**INFORMATION SUPPLIED:**
____

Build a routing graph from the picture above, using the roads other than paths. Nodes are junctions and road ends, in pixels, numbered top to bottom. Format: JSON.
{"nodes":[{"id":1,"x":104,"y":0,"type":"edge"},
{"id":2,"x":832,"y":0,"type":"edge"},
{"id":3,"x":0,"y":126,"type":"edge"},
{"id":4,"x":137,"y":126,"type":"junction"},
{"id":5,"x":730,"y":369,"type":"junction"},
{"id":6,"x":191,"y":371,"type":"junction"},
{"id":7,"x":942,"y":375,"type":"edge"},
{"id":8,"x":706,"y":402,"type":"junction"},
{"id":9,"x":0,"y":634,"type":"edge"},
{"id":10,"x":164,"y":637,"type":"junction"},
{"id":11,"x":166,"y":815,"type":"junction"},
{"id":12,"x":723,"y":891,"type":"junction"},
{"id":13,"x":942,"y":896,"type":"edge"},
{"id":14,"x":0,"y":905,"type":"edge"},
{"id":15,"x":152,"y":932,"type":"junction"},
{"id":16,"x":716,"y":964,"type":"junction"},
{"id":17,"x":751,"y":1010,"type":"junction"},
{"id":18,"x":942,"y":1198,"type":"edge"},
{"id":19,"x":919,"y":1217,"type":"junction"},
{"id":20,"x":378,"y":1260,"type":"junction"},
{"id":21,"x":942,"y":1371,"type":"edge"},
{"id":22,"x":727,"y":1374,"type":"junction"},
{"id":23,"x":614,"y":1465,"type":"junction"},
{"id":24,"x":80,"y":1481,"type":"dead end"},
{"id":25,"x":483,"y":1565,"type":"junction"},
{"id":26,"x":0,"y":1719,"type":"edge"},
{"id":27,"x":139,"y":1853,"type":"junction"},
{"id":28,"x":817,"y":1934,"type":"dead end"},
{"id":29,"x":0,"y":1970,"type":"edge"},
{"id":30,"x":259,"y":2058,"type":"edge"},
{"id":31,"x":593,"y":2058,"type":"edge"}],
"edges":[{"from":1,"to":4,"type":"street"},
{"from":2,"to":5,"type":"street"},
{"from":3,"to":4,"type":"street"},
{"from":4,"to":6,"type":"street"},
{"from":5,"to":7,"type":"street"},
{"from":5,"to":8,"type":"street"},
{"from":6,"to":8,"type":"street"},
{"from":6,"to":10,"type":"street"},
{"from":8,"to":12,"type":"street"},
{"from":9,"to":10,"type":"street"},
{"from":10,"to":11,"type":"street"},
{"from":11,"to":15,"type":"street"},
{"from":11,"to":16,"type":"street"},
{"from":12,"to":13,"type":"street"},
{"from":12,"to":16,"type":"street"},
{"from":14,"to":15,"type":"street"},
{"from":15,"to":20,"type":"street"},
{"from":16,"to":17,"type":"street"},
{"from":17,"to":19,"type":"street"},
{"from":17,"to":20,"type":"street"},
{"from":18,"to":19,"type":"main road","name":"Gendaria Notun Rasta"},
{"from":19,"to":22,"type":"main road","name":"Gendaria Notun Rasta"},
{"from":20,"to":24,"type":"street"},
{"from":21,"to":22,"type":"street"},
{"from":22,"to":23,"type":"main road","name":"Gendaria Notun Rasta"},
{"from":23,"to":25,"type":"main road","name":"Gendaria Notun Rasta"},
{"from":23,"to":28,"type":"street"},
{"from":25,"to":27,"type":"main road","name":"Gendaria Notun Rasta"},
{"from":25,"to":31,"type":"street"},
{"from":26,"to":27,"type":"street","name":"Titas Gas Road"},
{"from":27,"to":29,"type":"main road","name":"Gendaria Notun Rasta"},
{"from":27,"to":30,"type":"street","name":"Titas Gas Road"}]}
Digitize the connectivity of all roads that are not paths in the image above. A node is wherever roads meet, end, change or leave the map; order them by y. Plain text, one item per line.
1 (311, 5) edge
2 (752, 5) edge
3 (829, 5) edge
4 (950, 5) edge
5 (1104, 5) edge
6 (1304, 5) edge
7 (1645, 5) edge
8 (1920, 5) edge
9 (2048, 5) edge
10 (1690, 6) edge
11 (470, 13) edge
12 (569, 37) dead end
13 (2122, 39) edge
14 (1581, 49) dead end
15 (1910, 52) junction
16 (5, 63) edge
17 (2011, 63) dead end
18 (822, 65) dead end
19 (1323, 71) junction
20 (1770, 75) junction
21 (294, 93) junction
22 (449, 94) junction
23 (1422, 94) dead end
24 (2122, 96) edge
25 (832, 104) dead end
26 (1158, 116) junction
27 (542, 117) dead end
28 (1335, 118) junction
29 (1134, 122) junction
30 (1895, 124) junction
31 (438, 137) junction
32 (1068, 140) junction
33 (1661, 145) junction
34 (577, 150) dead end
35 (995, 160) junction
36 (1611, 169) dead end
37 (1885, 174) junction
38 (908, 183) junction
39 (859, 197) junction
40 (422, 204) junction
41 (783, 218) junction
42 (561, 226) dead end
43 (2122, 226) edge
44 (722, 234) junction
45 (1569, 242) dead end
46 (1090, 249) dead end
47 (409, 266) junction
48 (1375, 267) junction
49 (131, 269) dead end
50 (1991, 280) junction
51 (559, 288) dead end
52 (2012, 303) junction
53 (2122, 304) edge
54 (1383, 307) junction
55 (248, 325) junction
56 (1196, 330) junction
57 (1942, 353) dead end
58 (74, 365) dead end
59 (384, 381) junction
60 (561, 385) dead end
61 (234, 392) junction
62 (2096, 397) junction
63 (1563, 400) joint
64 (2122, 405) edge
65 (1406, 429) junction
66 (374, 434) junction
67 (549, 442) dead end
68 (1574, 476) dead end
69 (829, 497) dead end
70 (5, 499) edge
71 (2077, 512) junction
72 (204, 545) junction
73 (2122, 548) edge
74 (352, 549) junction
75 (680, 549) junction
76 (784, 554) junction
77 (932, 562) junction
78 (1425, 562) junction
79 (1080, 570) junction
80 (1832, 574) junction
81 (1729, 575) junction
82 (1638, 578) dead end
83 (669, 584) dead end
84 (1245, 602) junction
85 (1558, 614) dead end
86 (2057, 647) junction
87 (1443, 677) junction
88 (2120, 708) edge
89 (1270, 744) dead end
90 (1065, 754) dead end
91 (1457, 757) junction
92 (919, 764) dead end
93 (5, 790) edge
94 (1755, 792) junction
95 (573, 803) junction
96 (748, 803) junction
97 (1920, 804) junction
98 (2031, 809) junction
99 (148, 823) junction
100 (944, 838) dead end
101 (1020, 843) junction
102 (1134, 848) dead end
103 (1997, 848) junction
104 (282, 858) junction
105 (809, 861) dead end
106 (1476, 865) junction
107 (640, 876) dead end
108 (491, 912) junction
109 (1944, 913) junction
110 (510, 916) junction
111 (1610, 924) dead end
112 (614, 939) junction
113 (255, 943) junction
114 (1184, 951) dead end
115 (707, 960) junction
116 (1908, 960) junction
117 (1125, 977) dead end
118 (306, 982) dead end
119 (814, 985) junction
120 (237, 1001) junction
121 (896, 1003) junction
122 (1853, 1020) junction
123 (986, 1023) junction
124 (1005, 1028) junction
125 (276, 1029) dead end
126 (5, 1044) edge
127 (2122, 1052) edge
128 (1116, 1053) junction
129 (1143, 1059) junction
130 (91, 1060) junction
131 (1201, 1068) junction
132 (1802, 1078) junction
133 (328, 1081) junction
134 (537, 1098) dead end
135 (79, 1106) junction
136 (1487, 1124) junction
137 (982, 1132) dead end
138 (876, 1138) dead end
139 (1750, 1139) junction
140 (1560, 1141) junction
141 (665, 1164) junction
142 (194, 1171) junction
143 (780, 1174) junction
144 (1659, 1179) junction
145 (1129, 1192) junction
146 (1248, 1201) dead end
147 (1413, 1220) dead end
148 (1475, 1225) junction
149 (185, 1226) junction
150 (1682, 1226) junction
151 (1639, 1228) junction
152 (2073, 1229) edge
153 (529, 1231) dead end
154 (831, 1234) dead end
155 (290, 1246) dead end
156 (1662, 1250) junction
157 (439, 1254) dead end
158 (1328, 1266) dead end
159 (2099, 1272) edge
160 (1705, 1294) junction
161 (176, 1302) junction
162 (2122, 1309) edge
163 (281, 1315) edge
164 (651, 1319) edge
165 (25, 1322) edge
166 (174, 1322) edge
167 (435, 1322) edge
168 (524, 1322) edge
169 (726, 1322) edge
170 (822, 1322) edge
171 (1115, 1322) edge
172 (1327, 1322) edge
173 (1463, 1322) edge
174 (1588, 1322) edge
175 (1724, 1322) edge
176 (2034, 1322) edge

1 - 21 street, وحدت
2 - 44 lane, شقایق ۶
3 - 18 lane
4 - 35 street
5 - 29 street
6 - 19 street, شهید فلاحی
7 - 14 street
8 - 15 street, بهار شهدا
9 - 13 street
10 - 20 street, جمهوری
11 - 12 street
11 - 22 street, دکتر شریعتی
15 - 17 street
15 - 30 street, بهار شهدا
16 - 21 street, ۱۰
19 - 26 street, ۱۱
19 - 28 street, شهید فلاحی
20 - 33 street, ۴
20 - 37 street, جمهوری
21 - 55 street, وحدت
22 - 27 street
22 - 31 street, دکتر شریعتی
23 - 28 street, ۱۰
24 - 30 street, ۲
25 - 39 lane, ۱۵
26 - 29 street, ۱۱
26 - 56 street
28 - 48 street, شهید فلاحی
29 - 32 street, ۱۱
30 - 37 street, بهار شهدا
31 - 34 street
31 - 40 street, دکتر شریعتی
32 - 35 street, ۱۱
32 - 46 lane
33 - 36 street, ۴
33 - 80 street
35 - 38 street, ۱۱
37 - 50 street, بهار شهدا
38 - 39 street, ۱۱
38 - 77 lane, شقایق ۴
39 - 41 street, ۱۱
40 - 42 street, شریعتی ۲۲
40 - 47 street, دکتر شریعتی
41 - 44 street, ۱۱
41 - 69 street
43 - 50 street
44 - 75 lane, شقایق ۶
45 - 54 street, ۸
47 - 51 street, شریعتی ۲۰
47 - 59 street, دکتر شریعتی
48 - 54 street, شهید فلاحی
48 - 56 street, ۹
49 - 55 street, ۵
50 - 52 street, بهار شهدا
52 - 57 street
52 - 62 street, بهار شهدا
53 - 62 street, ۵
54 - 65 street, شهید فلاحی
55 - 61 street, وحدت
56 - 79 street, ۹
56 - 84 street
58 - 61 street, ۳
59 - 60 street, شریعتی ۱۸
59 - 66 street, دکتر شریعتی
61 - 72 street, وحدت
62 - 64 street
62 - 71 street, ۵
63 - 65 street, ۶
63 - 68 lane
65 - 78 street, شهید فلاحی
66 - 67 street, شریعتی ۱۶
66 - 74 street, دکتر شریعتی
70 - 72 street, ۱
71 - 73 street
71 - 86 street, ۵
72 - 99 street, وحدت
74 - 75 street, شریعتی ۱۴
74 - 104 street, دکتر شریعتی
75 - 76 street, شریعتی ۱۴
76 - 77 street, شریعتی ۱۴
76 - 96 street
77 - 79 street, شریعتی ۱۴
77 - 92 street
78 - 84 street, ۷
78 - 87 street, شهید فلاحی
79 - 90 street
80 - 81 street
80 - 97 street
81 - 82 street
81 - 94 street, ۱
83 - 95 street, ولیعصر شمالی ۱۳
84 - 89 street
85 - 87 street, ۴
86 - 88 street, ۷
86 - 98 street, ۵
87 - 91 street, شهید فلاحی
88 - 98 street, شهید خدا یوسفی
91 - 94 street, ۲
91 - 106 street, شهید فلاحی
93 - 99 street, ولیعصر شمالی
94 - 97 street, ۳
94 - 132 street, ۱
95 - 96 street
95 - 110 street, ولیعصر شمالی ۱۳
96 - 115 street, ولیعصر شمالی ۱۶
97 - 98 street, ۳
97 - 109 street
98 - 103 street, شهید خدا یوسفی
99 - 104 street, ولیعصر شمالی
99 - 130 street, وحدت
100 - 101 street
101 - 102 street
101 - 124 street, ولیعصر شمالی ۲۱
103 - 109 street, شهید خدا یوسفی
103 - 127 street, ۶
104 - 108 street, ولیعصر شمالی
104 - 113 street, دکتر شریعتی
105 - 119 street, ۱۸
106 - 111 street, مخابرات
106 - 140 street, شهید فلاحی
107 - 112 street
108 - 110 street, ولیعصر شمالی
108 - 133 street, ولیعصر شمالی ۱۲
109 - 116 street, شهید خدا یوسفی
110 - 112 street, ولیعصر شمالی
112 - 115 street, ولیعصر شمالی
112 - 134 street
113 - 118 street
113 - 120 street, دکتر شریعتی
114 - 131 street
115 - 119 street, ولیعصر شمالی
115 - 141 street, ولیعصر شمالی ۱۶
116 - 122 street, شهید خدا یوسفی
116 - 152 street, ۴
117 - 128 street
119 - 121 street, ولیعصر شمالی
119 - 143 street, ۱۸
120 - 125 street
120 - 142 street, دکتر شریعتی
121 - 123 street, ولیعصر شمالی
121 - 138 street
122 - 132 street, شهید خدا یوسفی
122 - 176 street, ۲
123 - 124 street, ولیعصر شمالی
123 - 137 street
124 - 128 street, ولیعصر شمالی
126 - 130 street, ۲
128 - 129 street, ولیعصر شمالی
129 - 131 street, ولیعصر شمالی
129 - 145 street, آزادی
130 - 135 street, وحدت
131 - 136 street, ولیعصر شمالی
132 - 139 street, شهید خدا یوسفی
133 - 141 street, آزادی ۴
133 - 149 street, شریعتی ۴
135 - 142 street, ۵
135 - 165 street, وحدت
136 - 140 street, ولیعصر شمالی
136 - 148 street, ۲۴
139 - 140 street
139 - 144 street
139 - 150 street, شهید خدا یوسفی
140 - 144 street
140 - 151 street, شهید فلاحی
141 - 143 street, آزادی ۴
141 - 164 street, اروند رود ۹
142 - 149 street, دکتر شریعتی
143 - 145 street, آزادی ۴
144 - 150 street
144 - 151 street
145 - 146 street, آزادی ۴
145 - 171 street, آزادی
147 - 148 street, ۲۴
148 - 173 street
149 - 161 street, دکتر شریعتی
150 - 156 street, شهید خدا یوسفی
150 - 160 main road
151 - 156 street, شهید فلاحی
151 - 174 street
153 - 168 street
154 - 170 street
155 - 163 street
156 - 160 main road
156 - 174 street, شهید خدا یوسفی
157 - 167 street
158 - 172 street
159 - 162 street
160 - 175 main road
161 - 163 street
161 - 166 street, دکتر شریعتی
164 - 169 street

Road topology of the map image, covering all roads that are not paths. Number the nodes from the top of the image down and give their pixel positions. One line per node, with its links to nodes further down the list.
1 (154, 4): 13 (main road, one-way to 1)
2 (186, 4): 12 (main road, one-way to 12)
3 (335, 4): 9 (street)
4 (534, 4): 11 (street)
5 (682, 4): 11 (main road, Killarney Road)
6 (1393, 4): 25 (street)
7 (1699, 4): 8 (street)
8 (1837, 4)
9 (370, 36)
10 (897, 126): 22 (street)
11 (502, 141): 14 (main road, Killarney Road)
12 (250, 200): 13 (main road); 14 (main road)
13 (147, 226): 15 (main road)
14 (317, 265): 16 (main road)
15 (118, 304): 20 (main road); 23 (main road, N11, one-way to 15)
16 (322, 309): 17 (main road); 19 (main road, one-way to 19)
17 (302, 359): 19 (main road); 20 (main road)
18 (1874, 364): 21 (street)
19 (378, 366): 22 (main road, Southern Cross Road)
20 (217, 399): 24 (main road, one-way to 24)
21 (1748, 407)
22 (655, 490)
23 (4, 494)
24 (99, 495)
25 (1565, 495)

____

Find the lines in the records above that hold the word "name", and give only how many there are.

8